Erstellt von Claudia am Samstag 24. Januar 2009

… Sie wären ich. Ein “Ich”, dass da Tierschützerin heißt, jemand der mit viel Herzblut und immensen Aufwand junge Tiere aufzieht und bewusst und in voller Verantwortung prägt. Jemand, der Aufklärung betreibt, immer und immer wieder erklärt und kämpft. Kämpft gegen alte Hunde-Erziehungsregeln, gegen Alphagefasel und Dominanzspielerein, gegen Unterdrückung und Kadavergehorsam. Jemand der für einen vertrauensvollen Umgang mit Tieren und von Fairness spricht.

Stellen Sie sich vor, Sie hätten irgendwann einmal Welpen großzogen. Es waren ganz normale, muntere Welpen, sehr liebe, verkuschelte und unkomplizierte Welpen. In gar nichts verhaltensauffällig. Auch selbstbewußte und kluge Welpen. Welpen, die das Vertrauen zum Menschen wie Muttermilch mit in die Wiege gelegt bekommen haben. Welpen, die nie auch nur ansatzweise Angst vor Menschen haben und jeden freundlich begrüßten.

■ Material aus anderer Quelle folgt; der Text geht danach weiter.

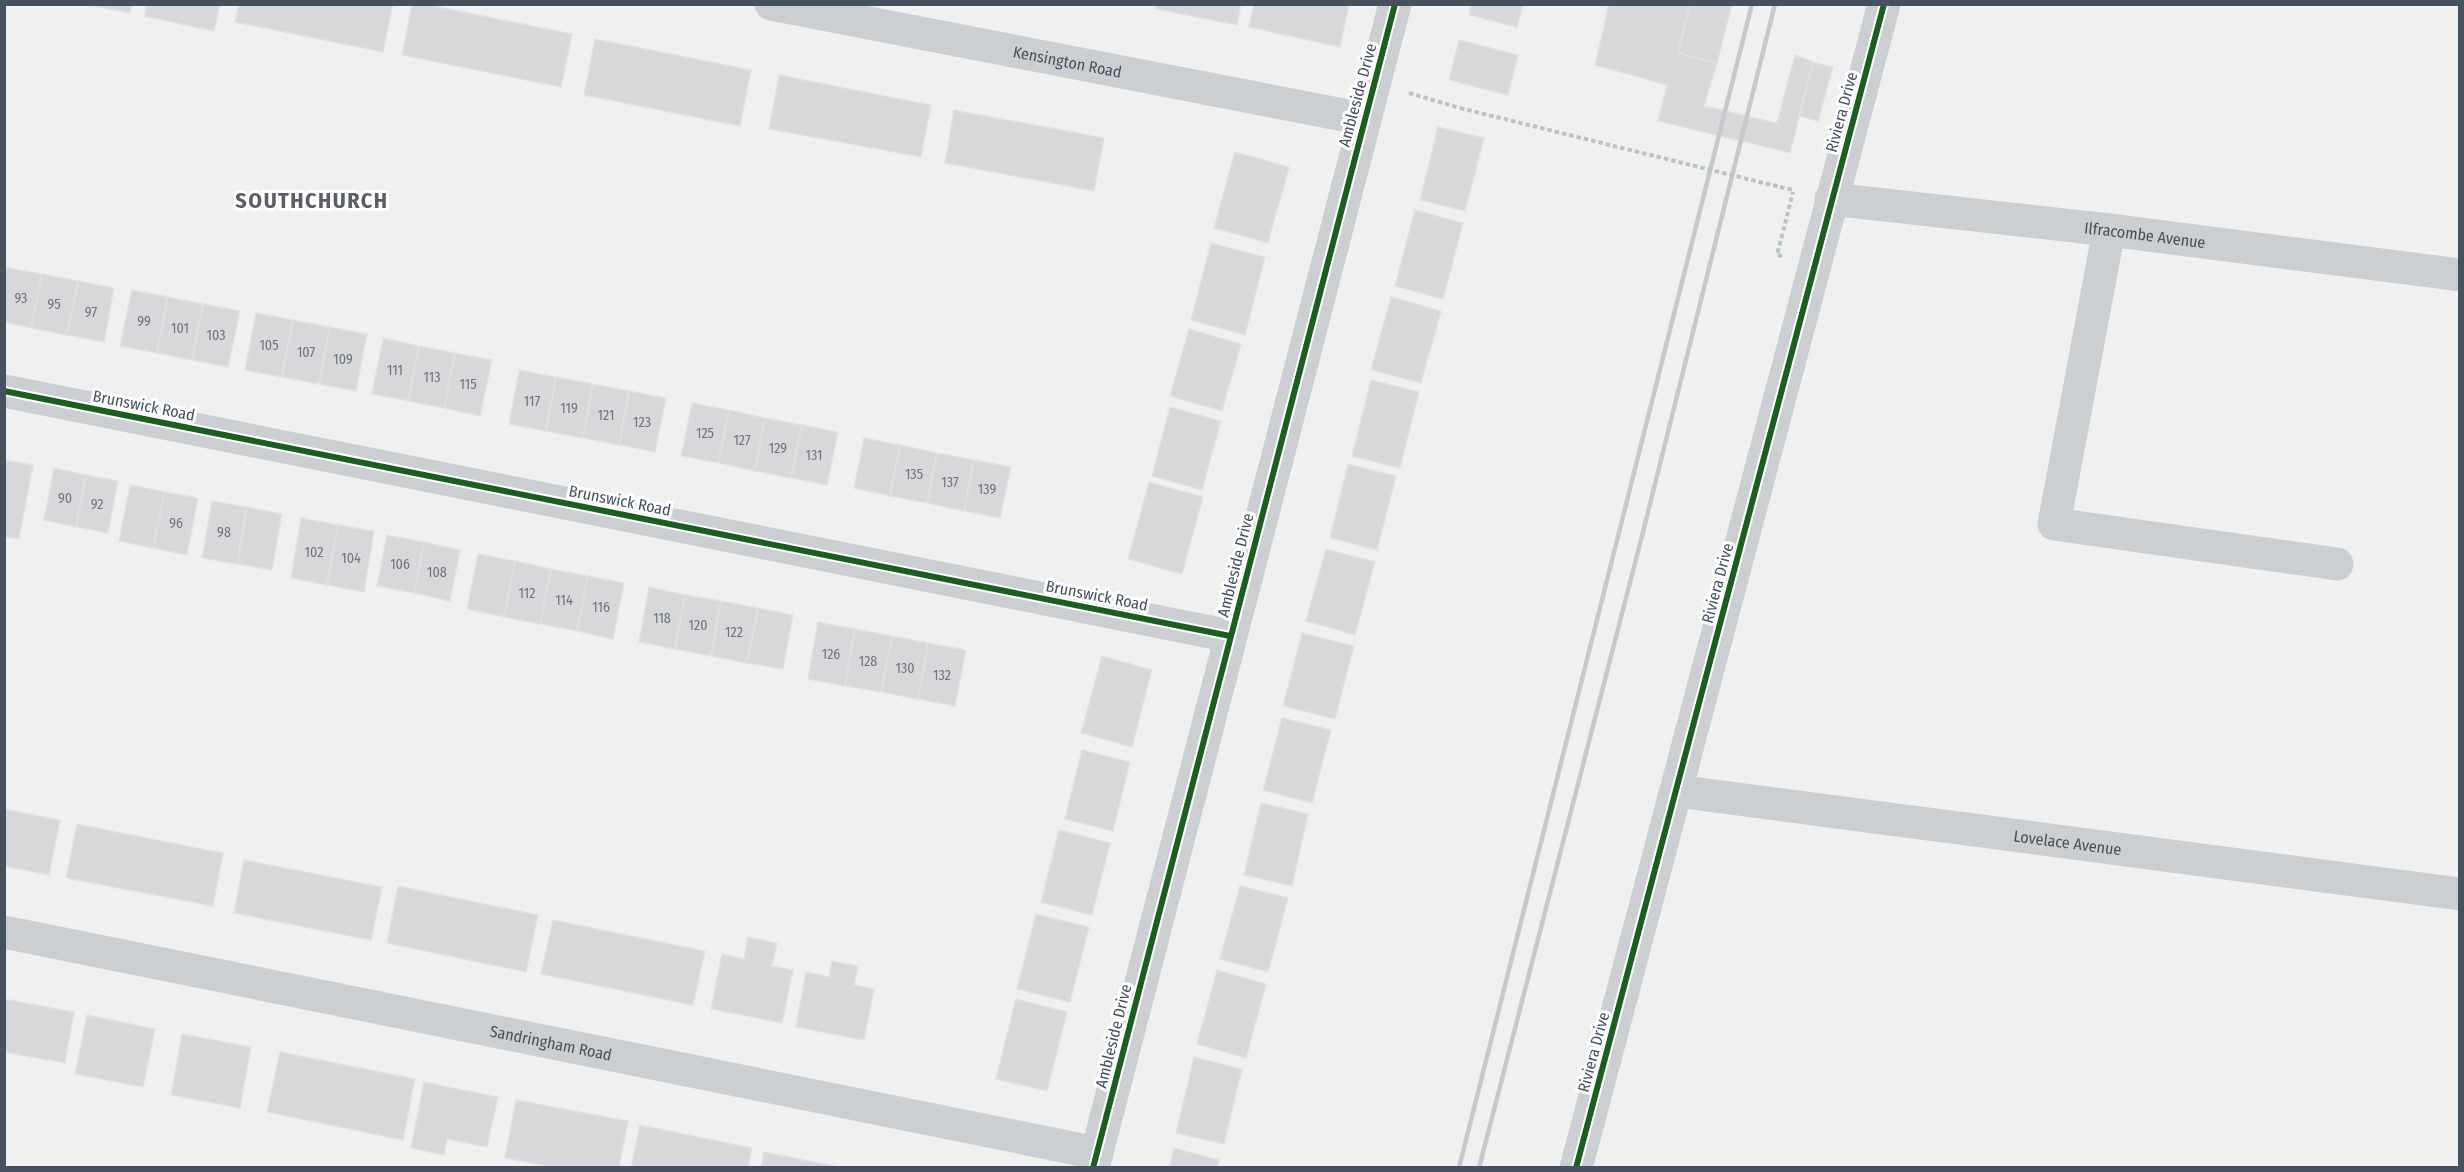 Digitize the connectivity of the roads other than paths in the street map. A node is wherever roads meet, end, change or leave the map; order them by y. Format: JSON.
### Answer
{"nodes":[{"id":1,"x":771,"y":4,"type":"edge"},
{"id":2,"x":1395,"y":4,"type":"edge"},
{"id":3,"x":1884,"y":4,"type":"edge"},
{"id":4,"x":1364,"y":119,"type":"junction"},
{"id":5,"x":1831,"y":199,"type":"junction"},
{"id":6,"x":2109,"y":230,"type":"junction"},
{"id":7,"x":2460,"y":275,"type":"edge"},
{"id":8,"x":4,"y":391,"type":"edge"},
{"id":9,"x":2337,"y":564,"type":"dead end"},
{"id":10,"x":1230,"y":636,"type":"junction"},
{"id":11,"x":1677,"y":791,"type":"junction"},
{"id":12,"x":2460,"y":894,"type":"edge"},
{"id":13,"x":4,"y":932,"type":"edge"},
{"id":14,"x":1095,"y":1160,"type":"edge"},
{"id":15,"x":1576,"y":1167,"type":"edge"}],
"edges":[{"from":1,"to":4,"type":"street","name":"Kensington Road"},
{"from":2,"to":4,"type":"street","name":"Ambleside Drive"},
{"from":3,"to":5,"type":"street","name":"Riviera Drive"},
{"from":4,"to":10,"type":"street","name":"Ambleside Drive"},
{"from":5,"to":6,"type":"street","name":"Ilfracombe Avenue"},
{"from":5,"to":11,"type":"street","name":"Riviera Drive"},
{"from":6,"to":7,"type":"street","name":"Ilfracombe Avenue"},
{"from":6,"to":9,"type":"street"},
{"from":8,"to":10,"type":"street","name":"Brunswick Road"},
{"from":10,"to":14,"type":"street","name":"Ambleside Drive"},
{"from":11,"to":12,"type":"street","name":"Lovelace Avenue"},
{"from":11,"to":15,"type":"street","name":"Riviera Drive"},
{"from":13,"to":14,"type":"street","name":"Sandringham Road"}]}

Und stellen Sie sich vor, nach einigen Jahren treffen Sie einen dieser Welpen wieder. Sie haben ihn in eine sehr warmherzige, menschliche und gute Familie vermittelt. Sie hatten hin und wieder an ihn gedacht und stets ein gutes Gefühl gehabt. Sie bemerken nichts, als sie ihn wiedersehen. Er spielt mit Deinem Hund. Er kommt freundlich auf Zuruf. Man kommt ins Gespräch. Und plötzlich fallen Sätze wie: “Er hat massive Ängste vor Menschen entwickelt. Es begann in der Pubertät.” Sie hinterfragen genau, wie die Entwicklung verlaufen ist: Hundeschule 1: Leinenrucks, Alphawurf, Extrem-Stressing Hundeschule 2: 1. Stunde – Alphawurf & Schnauzgriff.

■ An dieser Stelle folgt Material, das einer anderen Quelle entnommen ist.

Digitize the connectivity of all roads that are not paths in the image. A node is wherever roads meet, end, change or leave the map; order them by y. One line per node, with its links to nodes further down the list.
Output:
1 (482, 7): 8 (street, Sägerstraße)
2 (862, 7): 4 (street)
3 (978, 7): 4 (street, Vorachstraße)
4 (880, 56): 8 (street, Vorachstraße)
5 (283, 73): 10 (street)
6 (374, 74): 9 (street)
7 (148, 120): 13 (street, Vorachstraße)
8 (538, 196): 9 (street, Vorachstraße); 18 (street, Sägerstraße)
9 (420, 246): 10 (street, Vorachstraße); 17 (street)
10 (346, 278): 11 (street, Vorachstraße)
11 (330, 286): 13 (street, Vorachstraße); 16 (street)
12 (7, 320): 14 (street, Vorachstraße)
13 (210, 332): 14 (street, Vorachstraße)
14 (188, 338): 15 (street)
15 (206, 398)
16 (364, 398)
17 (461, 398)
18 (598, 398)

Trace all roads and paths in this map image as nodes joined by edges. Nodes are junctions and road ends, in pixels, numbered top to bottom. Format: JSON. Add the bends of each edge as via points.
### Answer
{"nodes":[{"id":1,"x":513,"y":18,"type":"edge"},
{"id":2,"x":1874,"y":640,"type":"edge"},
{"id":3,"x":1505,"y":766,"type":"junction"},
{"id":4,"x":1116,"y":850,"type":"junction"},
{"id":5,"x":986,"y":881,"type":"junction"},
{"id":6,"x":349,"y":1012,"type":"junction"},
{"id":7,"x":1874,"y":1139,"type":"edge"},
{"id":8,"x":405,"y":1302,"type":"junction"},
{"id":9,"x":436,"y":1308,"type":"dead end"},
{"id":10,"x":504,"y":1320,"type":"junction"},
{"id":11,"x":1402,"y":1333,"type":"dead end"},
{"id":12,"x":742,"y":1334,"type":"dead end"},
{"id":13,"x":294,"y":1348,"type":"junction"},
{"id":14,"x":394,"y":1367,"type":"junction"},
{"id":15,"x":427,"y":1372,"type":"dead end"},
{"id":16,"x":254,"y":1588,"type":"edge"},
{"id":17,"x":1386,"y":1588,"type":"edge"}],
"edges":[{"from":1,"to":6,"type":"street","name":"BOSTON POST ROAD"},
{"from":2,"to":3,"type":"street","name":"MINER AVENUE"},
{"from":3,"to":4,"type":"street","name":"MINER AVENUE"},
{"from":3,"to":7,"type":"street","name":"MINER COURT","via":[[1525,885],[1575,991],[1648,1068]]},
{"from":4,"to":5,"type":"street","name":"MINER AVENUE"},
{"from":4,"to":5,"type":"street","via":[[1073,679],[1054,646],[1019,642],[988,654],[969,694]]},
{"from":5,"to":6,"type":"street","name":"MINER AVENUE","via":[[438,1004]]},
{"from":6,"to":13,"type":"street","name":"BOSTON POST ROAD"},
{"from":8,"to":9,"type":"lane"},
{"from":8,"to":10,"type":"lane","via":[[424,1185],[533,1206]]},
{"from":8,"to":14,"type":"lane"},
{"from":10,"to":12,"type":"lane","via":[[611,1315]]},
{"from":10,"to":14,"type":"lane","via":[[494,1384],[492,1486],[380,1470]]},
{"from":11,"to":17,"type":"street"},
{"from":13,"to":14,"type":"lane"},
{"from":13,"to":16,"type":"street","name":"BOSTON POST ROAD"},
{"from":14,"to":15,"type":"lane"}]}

So warmherzig die Besitzerin auch ist, so konnte sie als Laie nicht erkennen, was ihrem Hund angetan wurde, wie tief zerrüttet die Vertrauensbasis ist. Er zeigte in der Hundeschule mit aller Macht und sämtlichen Stress-Symptomen (Unruhe, Zappeln, Gähnen, Kratzen, Koten …), dass dies nicht der richtige Ort ist. Irgendwann resignierte er. Der Mensch konnte zu dem Zeitpunkt einfach noch nicht verstehen. Was läuft falsch, wenn aus einem Kuschelhund ein Hund wird, der nicht (mehr) gerne schmust?

Und plötzlich ist es wieder “Ihr” Hund, der Hilfe braucht. Es ist “Ihr” kleiner Welpe, für den Sie Verantwortung tragen, ein Leben lang.

Und Sie fragen sich, ob Ihre Arbeit einen Sinn macht. Wenn Vertrauen durch Unwissenheit, nicht durch bösen Willen oder mangelnde Liebe zum Tier, wieder zerstört wird.

Wie wird es beim nächsten Welpen sein, den Sie großziehen? Den Sie wochenlang um sich haben, Tag und Nacht? Können Sie es übers Herz bringen, ihn in die Ungewissheit der Welt zu entlassen? Wenn das nächste Notfellchen an die Tür klopft, werden Sie sie öffnen? Wie oft noch werden Sie dieses Risiko eingehen?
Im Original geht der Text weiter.